I’ve been writing about video games for a while now and there always comes a time when I hit a wall. No matter how hard I try or how much I love the games I’m talking about, I can’t write anything worthwhile. Maybe I’m just too hard on myself, but whatever the case, 1bitHeart‘s review code dropped just as I was struggling with motivation. This might seem like an unnecessary excuse that I should save for my editor, but in reality, this recent creative block and the game developed by Japanese indie mystery ???× (Miwashiba) are correlated.
1bitHeart tells the story of Nanashi, a young shut-in who’s spending some time with his cousin Mikado. The reasons why he left school and stopped going out are awful—people just didn’t like him and told him he should stop going. Early on we learn that Nanashi, despite being overly cheery and positive, has a very low opinion of himself thanks to what others think of him. One day, as he makes plans for nothing, the boy finds a young girl lying in his bed. That’s Miasane, an amnesiac pusher who keeps forcing Nanashi to go out and make friends whilst solving a mystery regarding the registry network developed by Mikado.“Hey, little mama—ain’t gotta ask me if I want to. Just go and kick me outta the door and tell me ‘make friends, boo.’ No, thanks.”
As a shut-in myself, I found Nanashi and the people he comes across to be extremely odd—and I shouldn’t be so easily impressed since I have a long history with weird Japanese games, mangas, animes, and whatnot. There’s no denying that most characters are eccentric and the most normal ones feel as if they don’t belong in this strange future thought out by Miwashiba. There are moments when people seem alienated and others when they’re so aware of themselves that talking about their own suicidal thoughts is as trivial as making a silly joke during brunch. These interactions might be shocking or amusing depending on who’s playing, but one thing’s for certain: they’re thought out and made me uncomfortable enough to question my life—again. It would be ridiculous to blame a game for an episode of depression when so many external factors play bigger roles, but the themes explored and how they are presented served as a trigger.

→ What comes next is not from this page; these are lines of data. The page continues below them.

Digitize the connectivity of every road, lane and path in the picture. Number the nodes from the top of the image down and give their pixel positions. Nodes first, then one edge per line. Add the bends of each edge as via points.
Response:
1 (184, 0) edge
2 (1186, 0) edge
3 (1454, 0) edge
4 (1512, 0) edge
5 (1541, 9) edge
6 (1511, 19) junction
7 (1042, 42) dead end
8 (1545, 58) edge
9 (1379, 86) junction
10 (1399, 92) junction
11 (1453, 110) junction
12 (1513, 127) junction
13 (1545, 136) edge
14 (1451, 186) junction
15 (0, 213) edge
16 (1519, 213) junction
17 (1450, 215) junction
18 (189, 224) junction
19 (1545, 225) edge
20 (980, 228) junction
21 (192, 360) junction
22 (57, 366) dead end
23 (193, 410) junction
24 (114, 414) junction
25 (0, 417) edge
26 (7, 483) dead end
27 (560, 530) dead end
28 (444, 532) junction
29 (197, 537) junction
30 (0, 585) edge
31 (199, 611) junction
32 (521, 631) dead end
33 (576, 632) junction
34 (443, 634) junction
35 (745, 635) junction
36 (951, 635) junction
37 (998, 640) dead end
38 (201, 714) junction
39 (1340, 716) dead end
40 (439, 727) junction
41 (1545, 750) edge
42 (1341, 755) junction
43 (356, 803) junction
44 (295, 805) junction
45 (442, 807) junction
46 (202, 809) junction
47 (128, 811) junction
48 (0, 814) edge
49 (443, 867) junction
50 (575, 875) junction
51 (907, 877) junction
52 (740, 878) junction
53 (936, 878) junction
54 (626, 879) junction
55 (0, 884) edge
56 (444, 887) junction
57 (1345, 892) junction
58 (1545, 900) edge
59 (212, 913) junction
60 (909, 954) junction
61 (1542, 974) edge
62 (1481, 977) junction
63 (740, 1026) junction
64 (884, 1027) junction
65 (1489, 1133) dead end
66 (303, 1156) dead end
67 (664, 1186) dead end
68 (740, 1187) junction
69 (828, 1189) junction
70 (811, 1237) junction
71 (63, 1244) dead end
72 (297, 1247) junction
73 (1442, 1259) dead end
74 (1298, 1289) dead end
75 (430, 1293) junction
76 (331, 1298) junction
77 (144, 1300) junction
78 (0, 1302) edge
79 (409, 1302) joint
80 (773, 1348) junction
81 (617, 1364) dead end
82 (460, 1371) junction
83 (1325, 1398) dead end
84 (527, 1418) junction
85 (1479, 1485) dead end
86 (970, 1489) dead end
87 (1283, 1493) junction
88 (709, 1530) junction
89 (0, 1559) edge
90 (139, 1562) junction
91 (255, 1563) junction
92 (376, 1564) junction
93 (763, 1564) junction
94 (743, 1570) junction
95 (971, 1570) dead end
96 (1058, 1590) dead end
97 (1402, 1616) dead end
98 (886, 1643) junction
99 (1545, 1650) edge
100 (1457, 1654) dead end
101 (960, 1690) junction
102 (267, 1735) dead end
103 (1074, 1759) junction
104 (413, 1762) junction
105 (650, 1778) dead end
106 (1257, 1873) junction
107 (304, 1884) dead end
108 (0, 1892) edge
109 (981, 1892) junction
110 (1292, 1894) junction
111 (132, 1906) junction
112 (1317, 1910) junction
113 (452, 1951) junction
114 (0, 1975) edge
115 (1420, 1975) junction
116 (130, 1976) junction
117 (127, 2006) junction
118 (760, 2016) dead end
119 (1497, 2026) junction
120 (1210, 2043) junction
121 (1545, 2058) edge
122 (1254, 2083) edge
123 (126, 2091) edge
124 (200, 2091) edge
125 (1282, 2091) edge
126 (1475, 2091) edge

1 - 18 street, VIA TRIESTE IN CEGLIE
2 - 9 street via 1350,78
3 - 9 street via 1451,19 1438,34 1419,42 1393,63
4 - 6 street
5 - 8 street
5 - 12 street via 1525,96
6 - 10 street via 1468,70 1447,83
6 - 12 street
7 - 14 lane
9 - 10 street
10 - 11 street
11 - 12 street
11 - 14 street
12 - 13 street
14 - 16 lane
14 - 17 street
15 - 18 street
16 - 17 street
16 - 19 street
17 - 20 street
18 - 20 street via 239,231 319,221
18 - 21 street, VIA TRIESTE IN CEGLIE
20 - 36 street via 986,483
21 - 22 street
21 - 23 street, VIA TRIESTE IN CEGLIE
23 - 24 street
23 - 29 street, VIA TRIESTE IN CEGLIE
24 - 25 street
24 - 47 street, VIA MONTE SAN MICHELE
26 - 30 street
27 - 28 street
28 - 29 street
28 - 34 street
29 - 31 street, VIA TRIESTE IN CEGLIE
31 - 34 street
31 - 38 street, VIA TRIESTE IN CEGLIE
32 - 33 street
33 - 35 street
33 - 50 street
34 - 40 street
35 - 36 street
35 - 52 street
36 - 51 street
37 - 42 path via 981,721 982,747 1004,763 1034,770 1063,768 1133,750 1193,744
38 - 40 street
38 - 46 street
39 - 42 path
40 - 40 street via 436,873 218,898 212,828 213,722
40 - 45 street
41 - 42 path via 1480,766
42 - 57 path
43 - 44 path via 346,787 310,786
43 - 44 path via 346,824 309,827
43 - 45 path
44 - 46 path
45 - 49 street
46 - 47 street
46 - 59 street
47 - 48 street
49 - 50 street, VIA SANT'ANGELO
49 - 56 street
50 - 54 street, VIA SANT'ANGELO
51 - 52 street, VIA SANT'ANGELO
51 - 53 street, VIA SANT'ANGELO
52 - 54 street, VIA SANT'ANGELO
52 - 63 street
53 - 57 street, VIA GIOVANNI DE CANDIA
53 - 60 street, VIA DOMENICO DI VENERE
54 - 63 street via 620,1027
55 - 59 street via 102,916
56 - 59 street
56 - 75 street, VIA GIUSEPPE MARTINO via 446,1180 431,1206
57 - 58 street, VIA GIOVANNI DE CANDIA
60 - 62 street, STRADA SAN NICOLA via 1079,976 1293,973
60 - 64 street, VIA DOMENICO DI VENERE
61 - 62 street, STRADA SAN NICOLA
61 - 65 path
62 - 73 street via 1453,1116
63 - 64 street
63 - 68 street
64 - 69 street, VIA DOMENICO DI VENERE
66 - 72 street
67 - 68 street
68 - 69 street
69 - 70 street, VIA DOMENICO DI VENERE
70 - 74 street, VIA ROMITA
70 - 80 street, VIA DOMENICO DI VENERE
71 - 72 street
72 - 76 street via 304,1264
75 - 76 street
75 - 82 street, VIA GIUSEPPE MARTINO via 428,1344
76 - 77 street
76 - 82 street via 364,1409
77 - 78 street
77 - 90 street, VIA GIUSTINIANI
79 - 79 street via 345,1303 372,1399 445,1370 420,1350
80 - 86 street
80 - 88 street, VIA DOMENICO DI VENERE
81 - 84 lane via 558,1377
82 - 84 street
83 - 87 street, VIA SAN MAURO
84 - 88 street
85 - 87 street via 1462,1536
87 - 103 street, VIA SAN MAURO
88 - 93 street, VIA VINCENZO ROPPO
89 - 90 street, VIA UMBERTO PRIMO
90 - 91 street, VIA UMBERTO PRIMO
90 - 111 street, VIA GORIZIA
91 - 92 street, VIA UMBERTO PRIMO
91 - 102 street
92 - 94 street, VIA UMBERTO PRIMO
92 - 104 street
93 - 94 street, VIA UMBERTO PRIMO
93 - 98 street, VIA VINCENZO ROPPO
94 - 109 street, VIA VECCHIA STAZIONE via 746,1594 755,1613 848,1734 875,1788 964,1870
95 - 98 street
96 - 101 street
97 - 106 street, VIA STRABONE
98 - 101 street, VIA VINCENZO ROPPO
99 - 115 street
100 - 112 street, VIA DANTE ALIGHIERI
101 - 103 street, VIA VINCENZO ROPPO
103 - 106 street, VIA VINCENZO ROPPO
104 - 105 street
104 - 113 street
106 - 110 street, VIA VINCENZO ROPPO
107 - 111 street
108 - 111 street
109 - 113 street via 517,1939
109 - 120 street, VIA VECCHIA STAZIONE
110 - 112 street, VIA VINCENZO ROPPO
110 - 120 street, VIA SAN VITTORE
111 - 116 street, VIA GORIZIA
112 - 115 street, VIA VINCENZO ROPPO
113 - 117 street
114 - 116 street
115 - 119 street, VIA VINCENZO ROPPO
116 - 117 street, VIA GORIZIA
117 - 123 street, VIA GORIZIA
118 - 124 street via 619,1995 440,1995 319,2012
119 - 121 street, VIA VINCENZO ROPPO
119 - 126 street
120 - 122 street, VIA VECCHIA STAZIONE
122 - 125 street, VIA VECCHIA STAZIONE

Although the game’s introductory scenes are so rushed out that the dialogue between Nanashi and Misane feels unreal, what succeeds is properly paced and elaborate. 1bitHeart is an exclusively story-driven game with a focus on deduction and a bit of exploration. Living up to its friendship simulator premise, players are expected to learn details about focus characters (who are in a way or another involved in the overarching mystery) and present topics during conversations. It’s almost like playing a regular adventure game, except 1bitHeart will never tell you exactly what you can say and when. This mechanic and the fact that it follows a linear story regardless of the choices made may be frustrating to some who find the deduction aspect to be silly at times. I mean, why the hell can’t I present certain topics when the characters are discussing exactly what I mean to select? Following this linearity, it’s possible to play through the story with explicit hints that downright tell you which options you have to select, yet not when to do so. Because of that, these sections slow down the pace considerably, potentially hurting the experience if you struggle too much with how linear progression is.This kind of line was very common given my—not— spectacular deduction skills.
Like previous Miwashiba releases (Alicemare and LiEat), 1bitHeart was developed by this person alone and made available completely free of charge. The version published by Playism on Steam and their official store has a few bonuses that help justify its low price point, which should play into what consumer can expect. Though boasting a beautiful art style that’s different from most Japanese titles, this is a simple game with barebone mechanics. For instance, exploration doesn’t offer any rewards and befriending NPCs not directly connected to the story doesn’t follow the same structure as those we meet during the investigation. All you have to do to make NPCs like Nanashi is play the minigames available in his computer, purchase gifts, and deliver them to the characters until a conversation starts.
I’ve spent less money with more intricate games, yet I would not have regretted purchasing 1bitHeart if I had I done so. Even though the game nothing impressive in terms of innovation and the story isn’t as compelling as other free-to-play occult classics such as Ib, but it has a charm that a lot of creators fail to accomplish. Those looking for a simple narrative with thought out eccentric characters will feel right at home, especially for $2.99. However, if you’re looking for something that will keep your attention for hours on end thanks to interesting mechanics and maps, better save those few bucks for more elaborate titles. It’s no surprise that 1bitHeart—much like Alicemare and LiEat—have a fan following, but that doesn’t mean regular gamers used to complex products will also find 1bitHeart interesting for what it is. Bottom line is, this game isn’t meant for everyone and it’s good at making that clear. Whether it’s worth what Playism is asking depends on who’s purchasing it, but at the end of the day this is a peculiar game meant for people looking for an interactive manga—and it’s good at that.